TASK:
Reproduce the data below in full and exclude every picture.

STORED DATA:
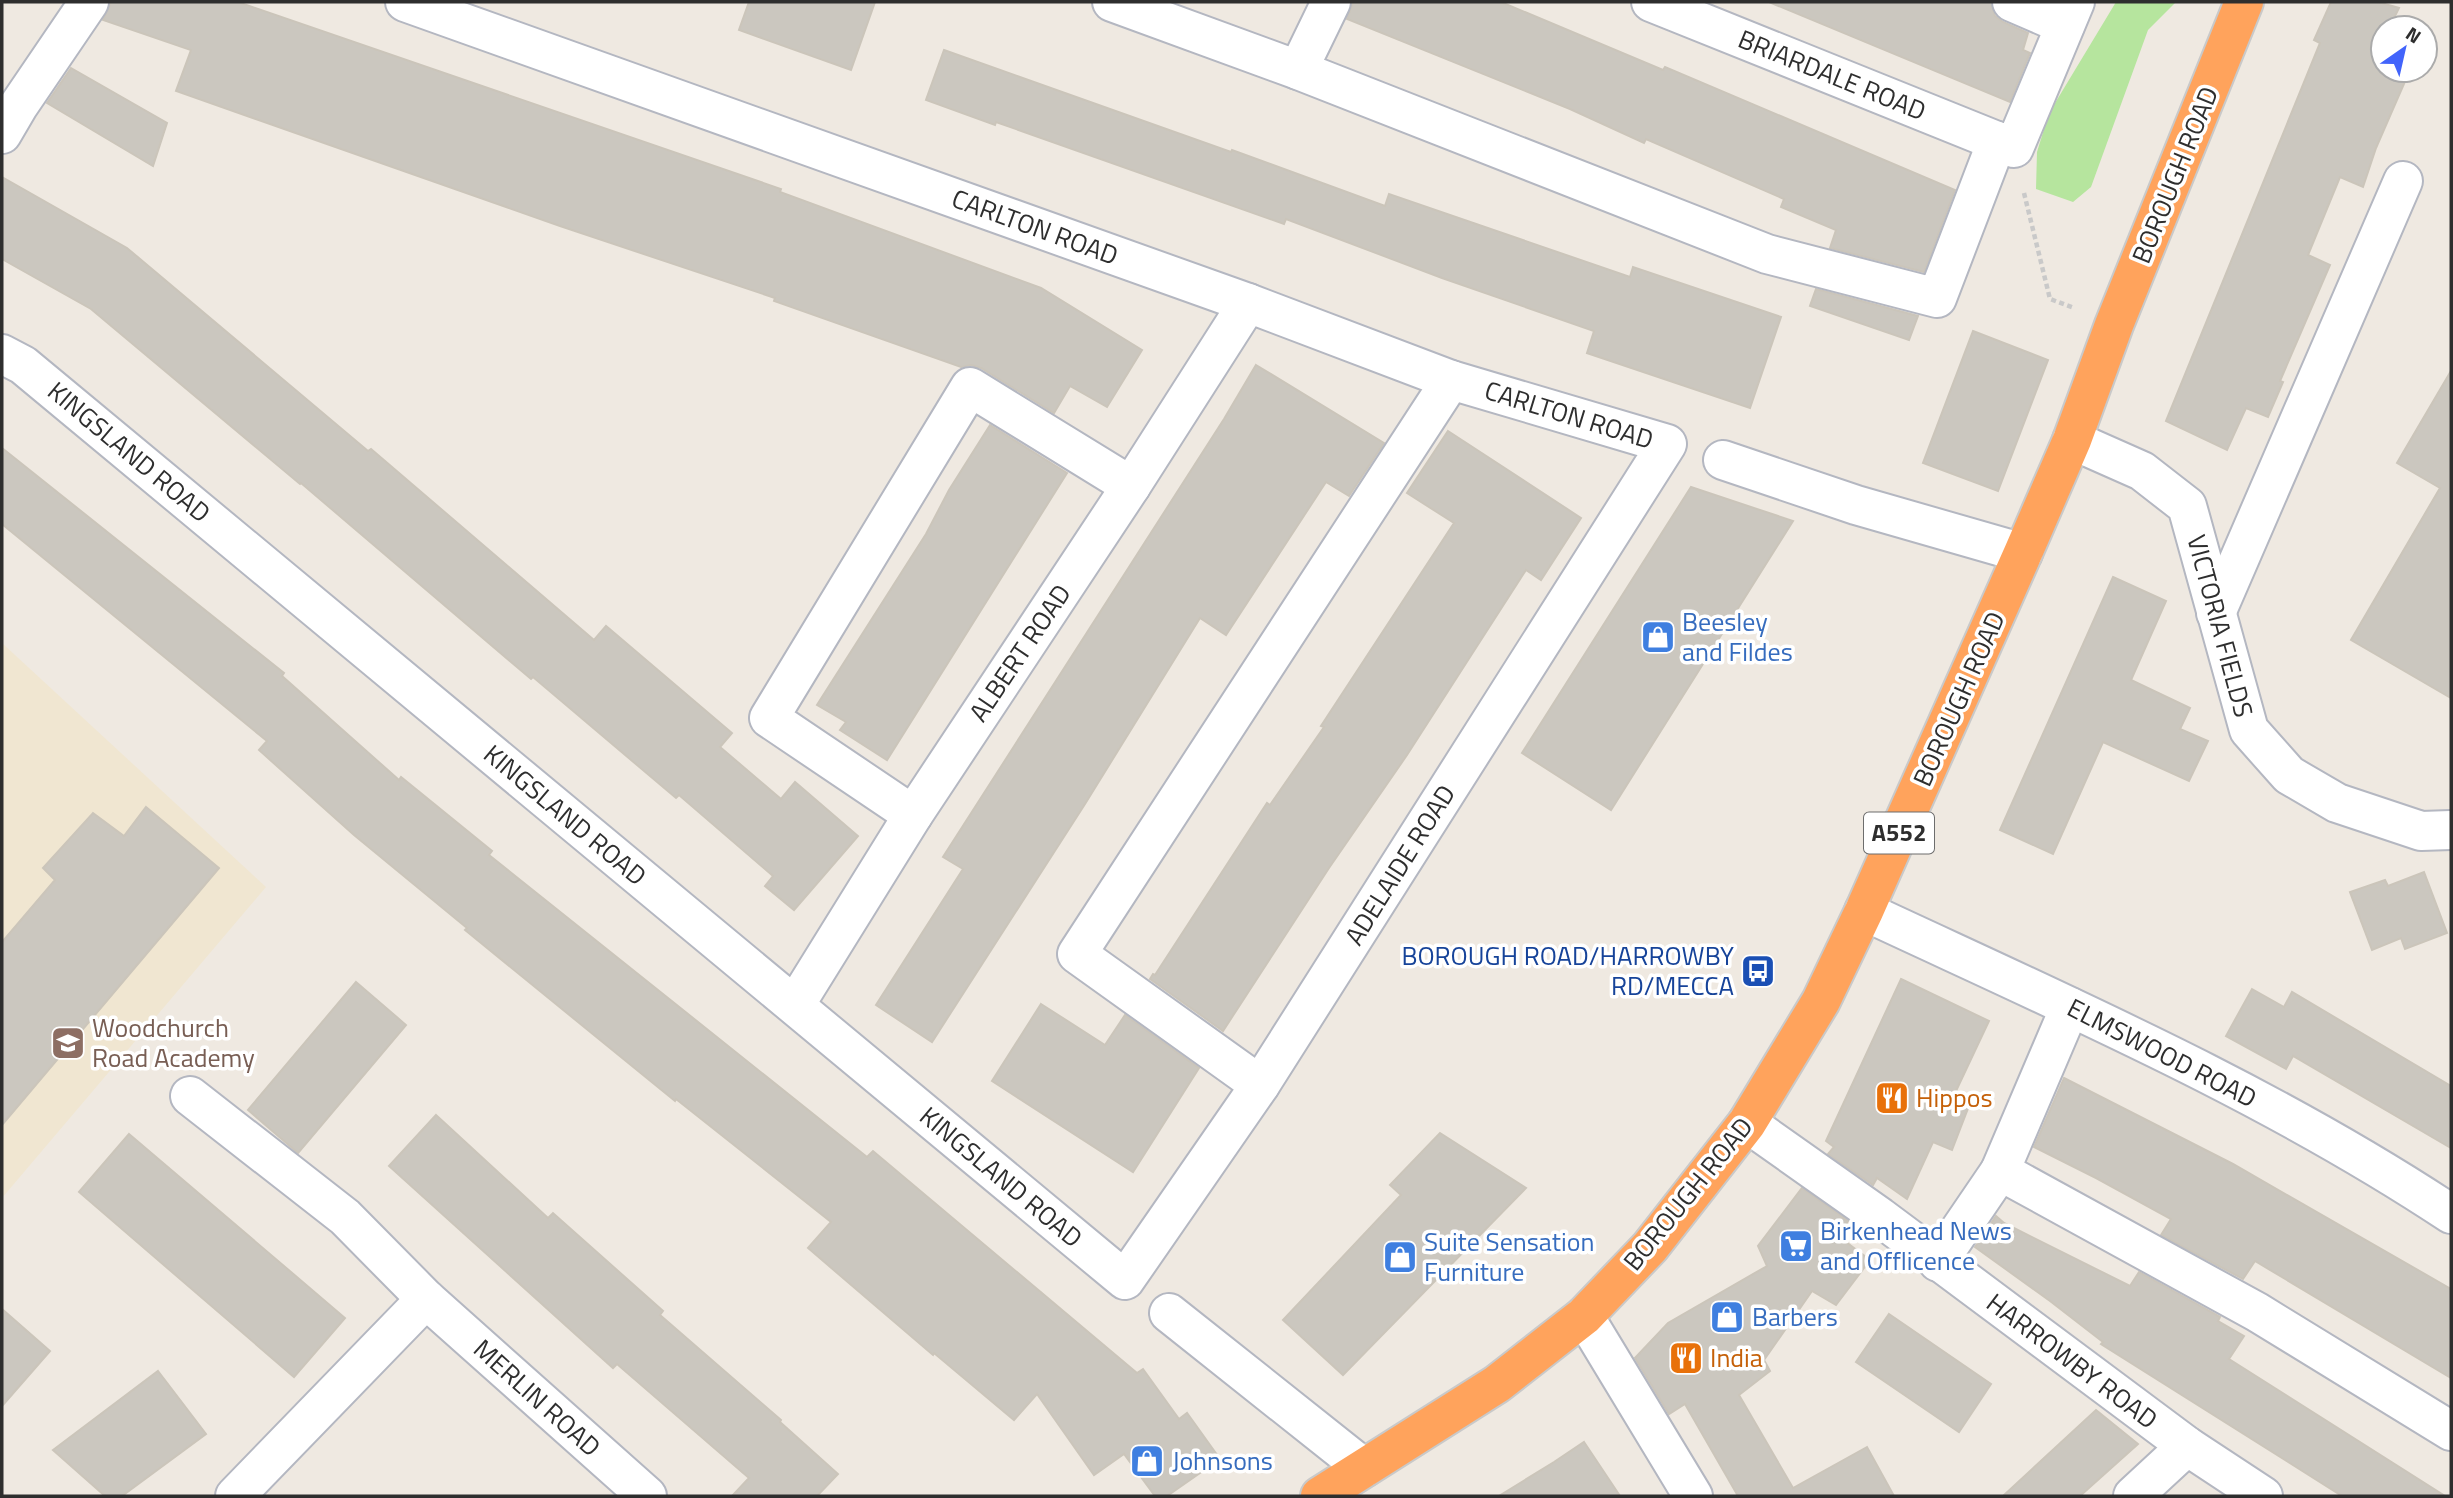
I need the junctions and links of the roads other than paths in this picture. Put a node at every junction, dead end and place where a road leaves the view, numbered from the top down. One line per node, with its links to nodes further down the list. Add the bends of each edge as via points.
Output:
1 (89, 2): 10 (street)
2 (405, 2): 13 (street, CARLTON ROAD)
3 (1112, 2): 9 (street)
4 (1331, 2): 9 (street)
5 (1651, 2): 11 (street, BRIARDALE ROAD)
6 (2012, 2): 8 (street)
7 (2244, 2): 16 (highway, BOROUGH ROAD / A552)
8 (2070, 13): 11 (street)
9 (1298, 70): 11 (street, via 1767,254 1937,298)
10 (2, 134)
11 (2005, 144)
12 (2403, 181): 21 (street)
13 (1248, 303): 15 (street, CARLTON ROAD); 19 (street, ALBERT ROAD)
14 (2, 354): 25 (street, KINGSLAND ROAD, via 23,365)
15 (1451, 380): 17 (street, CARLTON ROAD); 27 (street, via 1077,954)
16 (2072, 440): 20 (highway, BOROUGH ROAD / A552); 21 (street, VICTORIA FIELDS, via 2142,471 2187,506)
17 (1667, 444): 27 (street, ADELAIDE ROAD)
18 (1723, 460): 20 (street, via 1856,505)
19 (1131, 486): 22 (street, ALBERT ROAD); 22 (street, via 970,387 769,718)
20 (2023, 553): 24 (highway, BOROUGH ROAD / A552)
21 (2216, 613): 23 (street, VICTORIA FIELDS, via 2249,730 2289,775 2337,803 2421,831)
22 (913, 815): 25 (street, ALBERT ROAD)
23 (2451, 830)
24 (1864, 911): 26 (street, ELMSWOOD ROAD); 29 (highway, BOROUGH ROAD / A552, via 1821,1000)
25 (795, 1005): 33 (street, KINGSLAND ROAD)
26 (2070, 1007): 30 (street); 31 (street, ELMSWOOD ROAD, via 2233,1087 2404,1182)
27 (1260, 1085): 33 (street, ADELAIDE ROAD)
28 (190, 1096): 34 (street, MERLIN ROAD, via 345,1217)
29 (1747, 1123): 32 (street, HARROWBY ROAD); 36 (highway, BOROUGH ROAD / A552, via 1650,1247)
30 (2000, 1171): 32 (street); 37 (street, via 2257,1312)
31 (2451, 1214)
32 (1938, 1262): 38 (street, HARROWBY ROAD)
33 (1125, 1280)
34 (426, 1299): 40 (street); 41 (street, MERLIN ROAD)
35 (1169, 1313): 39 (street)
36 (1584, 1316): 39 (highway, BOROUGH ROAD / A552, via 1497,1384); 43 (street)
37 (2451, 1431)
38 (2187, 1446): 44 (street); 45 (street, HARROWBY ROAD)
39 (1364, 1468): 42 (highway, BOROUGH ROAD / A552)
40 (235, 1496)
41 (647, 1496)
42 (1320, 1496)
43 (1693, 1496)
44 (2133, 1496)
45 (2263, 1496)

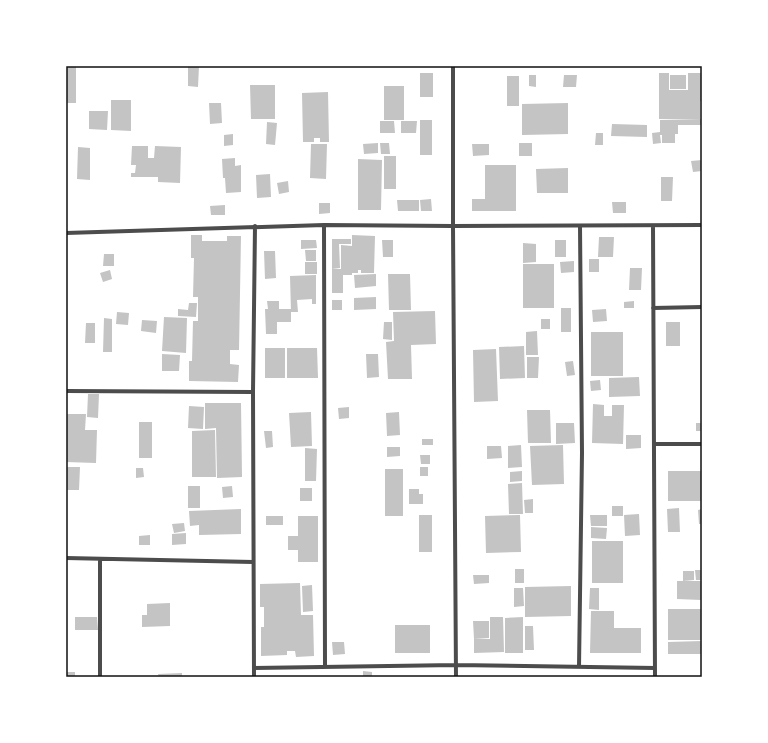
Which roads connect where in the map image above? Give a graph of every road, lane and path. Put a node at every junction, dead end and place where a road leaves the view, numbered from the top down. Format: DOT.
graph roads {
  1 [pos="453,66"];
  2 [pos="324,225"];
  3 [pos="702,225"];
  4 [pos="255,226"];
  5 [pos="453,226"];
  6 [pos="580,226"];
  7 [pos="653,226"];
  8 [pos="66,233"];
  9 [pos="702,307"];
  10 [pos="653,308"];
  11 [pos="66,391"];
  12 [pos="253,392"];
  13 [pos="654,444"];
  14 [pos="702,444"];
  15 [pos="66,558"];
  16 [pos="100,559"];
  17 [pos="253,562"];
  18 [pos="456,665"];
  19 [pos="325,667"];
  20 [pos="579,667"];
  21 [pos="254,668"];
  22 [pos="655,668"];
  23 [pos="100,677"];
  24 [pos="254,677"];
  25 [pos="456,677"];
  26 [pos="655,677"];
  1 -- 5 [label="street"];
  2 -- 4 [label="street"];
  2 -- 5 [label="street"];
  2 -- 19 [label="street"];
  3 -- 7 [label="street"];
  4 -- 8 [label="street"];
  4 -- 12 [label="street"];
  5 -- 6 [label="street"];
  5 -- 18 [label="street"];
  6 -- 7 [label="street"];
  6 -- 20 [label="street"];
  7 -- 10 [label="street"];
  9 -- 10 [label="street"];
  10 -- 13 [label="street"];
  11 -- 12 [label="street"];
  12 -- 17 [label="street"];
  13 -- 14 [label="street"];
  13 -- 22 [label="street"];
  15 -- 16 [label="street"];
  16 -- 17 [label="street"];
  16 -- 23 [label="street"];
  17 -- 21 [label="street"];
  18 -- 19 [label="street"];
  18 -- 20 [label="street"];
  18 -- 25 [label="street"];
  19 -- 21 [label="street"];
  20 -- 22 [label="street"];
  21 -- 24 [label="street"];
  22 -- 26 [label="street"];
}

RESULT:
I need the junctions and links of the roads other than paths in this picture. Put a node at every junction, dead end and place where a road leaves the view, numbered from the top down. One line per node, with its links to nodes further down the list. Add the bends of each edge as via points.
Output:
1 (89, 2): 10 (street)
2 (405, 2): 13 (street, CARLTON ROAD)
3 (1112, 2): 9 (street)
4 (1331, 2): 9 (street)
5 (1651, 2): 11 (street, BRIARDALE ROAD)
6 (2012, 2): 8 (street)
7 (2244, 2): 16 (highway, BOROUGH ROAD / A552)
8 (2070, 13): 11 (street)
9 (1298, 70): 11 (street, via 1767,254 1937,298)
10 (2, 134)
11 (2005, 144)
12 (2403, 181): 21 (street)
13 (1248, 303): 15 (street, CARLTON ROAD); 19 (street, ALBERT ROAD)
14 (2, 354): 25 (street, KINGSLAND ROAD, via 23,365)
15 (1451, 380): 17 (street, CARLTON ROAD); 27 (street, via 1077,954)
16 (2072, 440): 20 (highway, BOROUGH ROAD / A552); 21 (street, VICTORIA FIELDS, via 2142,471 2187,506)
17 (1667, 444): 27 (street, ADELAIDE ROAD)
18 (1723, 460): 20 (street, via 1856,505)
19 (1131, 486): 22 (street, ALBERT ROAD); 22 (street, via 970,387 769,718)
20 (2023, 553): 24 (highway, BOROUGH ROAD / A552)
21 (2216, 613): 23 (street, VICTORIA FIELDS, via 2249,730 2289,775 2337,803 2421,831)
22 (913, 815): 25 (street, ALBERT ROAD)
23 (2451, 830)
24 (1864, 911): 26 (street, ELMSWOOD ROAD); 29 (highway, BOROUGH ROAD / A552, via 1821,1000)
25 (795, 1005): 33 (street, KINGSLAND ROAD)
26 (2070, 1007): 30 (street); 31 (street, ELMSWOOD ROAD, via 2233,1087 2404,1182)
27 (1260, 1085): 33 (street, ADELAIDE ROAD)
28 (190, 1096): 34 (street, MERLIN ROAD, via 345,1217)
29 (1747, 1123): 32 (street, HARROWBY ROAD); 36 (highway, BOROUGH ROAD / A552, via 1650,1247)
30 (2000, 1171): 32 (street); 37 (street, via 2257,1312)
31 (2451, 1214)
32 (1938, 1262): 38 (street, HARROWBY ROAD)
33 (1125, 1280)
34 (426, 1299): 40 (street); 41 (street, MERLIN ROAD)
35 (1169, 1313): 39 (street)
36 (1584, 1316): 39 (highway, BOROUGH ROAD / A552, via 1497,1384); 43 (street)
37 (2451, 1431)
38 (2187, 1446): 44 (street); 45 (street, HARROWBY ROAD)
39 (1364, 1468): 42 (highway, BOROUGH ROAD / A552)
40 (235, 1496)
41 (647, 1496)
42 (1320, 1496)
43 (1693, 1496)
44 (2133, 1496)
45 (2263, 1496)

Which roads connect where in the map image above? Give a graph of every road, lane and path. Put a node at every junction, dead end and place where a road leaves the view, numbered from the top down. Format: DOT.
graph roads {
  1 [pos="453,66"];
  2 [pos="324,225"];
  3 [pos="702,225"];
  4 [pos="255,226"];
  5 [pos="453,226"];
  6 [pos="580,226"];
  7 [pos="653,226"];
  8 [pos="66,233"];
  9 [pos="702,307"];
  10 [pos="653,308"];
  11 [pos="66,391"];
  12 [pos="253,392"];
  13 [pos="654,444"];
  14 [pos="702,444"];
  15 [pos="66,558"];
  16 [pos="100,559"];
  17 [pos="253,562"];
  18 [pos="456,665"];
  19 [pos="325,667"];
  20 [pos="579,667"];
  21 [pos="254,668"];
  22 [pos="655,668"];
  23 [pos="100,677"];
  24 [pos="254,677"];
  25 [pos="456,677"];
  26 [pos="655,677"];
  1 -- 5 [label="street"];
  2 -- 4 [label="street"];
  2 -- 5 [label="street"];
  2 -- 19 [label="street"];
  3 -- 7 [label="street"];
  4 -- 8 [label="street"];
  4 -- 12 [label="street"];
  5 -- 6 [label="street"];
  5 -- 18 [label="street"];
  6 -- 7 [label="street"];
  6 -- 20 [label="street"];
  7 -- 10 [label="street"];
  9 -- 10 [label="street"];
  10 -- 13 [label="street"];
  11 -- 12 [label="street"];
  12 -- 17 [label="street"];
  13 -- 14 [label="street"];
  13 -- 22 [label="street"];
  15 -- 16 [label="street"];
  16 -- 17 [label="street"];
  16 -- 23 [label="street"];
  17 -- 21 [label="street"];
  18 -- 19 [label="street"];
  18 -- 20 [label="street"];
  18 -- 25 [label="street"];
  19 -- 21 [label="street"];
  20 -- 22 [label="street"];
  21 -- 24 [label="street"];
  22 -- 26 [label="street"];
}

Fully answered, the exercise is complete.